__WHAT THE TASK REQUIRES__. For the word "Carlton", return each line of the data in which it occurs.

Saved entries
- - -

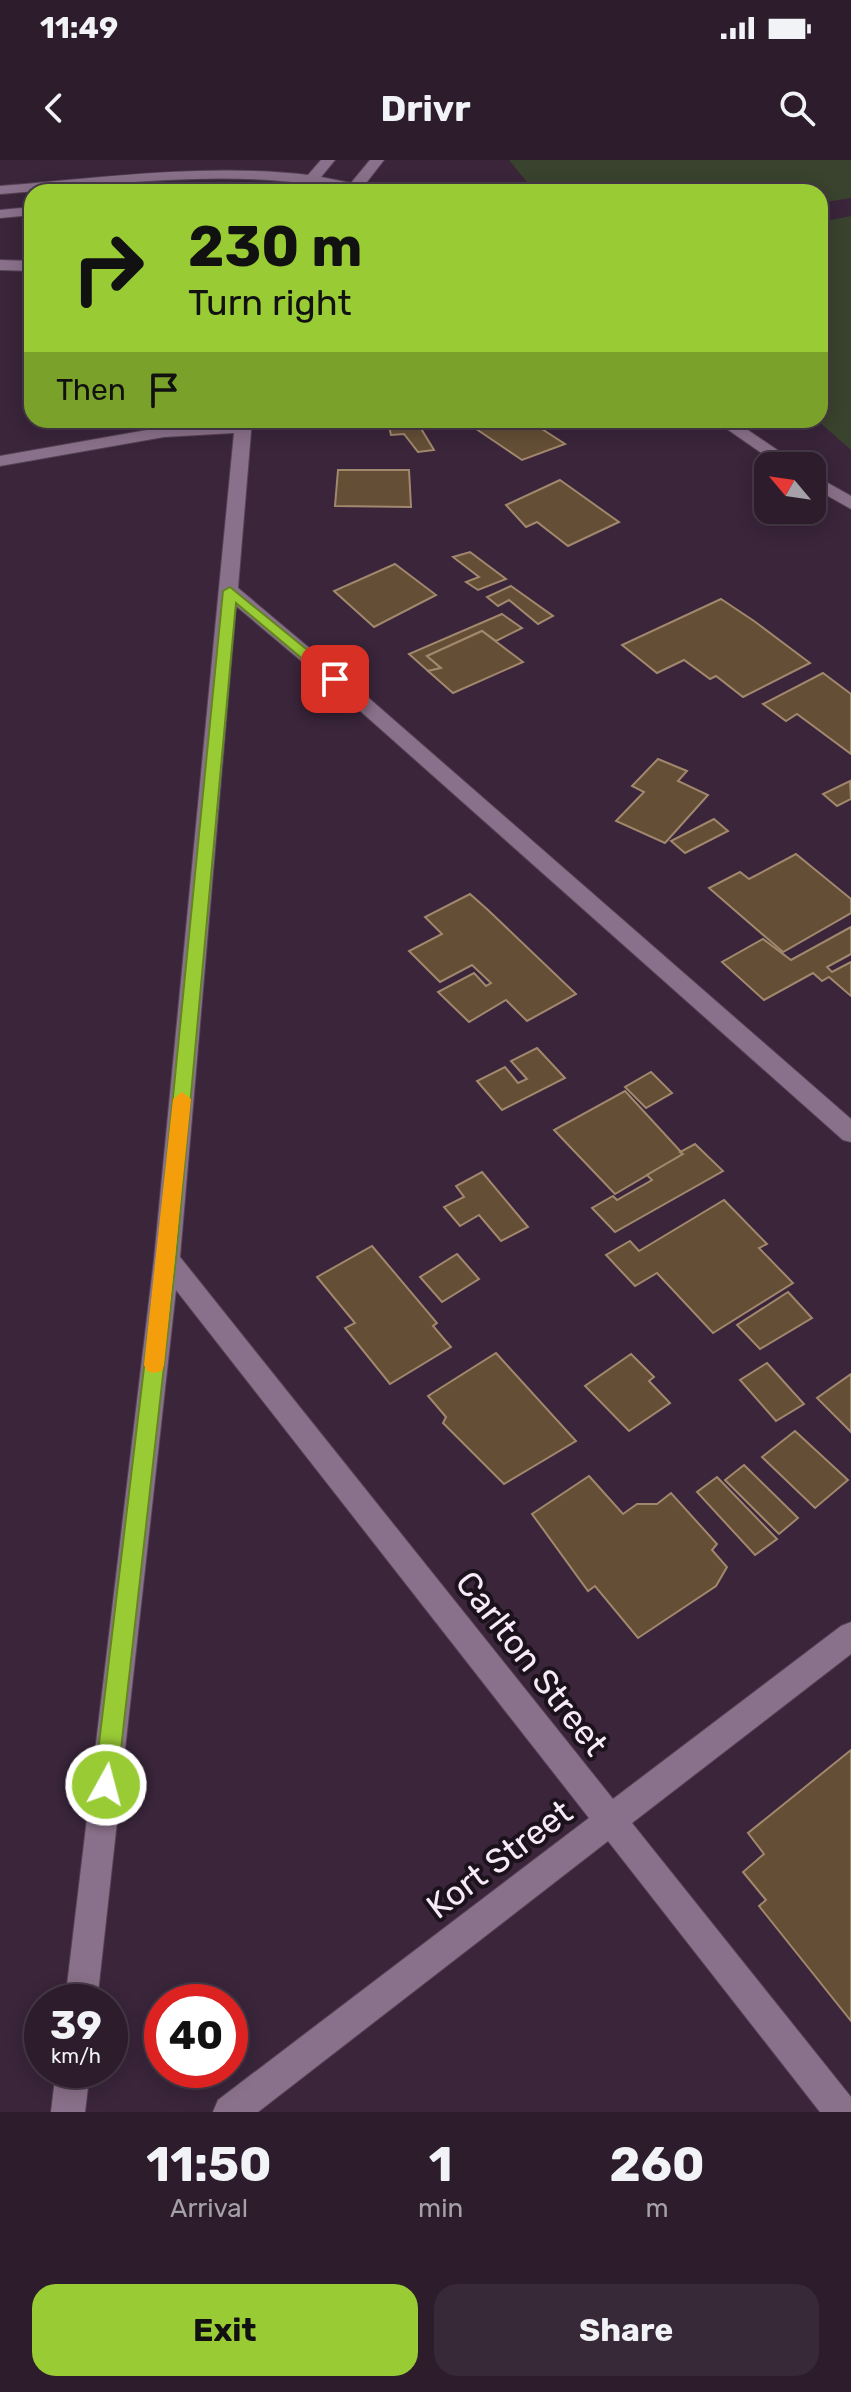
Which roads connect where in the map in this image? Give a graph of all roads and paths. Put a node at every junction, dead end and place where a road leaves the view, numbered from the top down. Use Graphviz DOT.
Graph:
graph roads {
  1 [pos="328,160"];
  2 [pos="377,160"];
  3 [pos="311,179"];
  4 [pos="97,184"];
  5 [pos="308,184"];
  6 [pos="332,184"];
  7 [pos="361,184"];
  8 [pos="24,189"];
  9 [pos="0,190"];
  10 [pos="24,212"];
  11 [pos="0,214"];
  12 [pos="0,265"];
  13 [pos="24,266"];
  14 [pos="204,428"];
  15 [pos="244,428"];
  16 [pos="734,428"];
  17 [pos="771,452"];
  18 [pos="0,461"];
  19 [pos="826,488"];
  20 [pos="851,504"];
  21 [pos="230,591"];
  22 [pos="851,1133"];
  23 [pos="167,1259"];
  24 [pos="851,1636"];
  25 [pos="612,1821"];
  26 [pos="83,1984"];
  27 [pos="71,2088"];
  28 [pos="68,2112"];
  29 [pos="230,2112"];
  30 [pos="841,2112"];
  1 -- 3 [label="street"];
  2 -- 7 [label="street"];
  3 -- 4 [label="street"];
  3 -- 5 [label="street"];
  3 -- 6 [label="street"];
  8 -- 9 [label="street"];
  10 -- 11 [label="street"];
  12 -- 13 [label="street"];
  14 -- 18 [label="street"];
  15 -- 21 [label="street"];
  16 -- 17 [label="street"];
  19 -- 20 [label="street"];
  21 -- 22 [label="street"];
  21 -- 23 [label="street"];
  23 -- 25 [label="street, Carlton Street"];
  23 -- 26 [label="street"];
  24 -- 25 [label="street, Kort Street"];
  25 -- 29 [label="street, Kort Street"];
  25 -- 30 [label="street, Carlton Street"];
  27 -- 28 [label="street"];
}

- - -

__RESPONSE TO THIS EXERCISE__.
  23 -- 25 [label="street, Carlton Street"];
  25 -- 30 [label="street, Carlton Street"];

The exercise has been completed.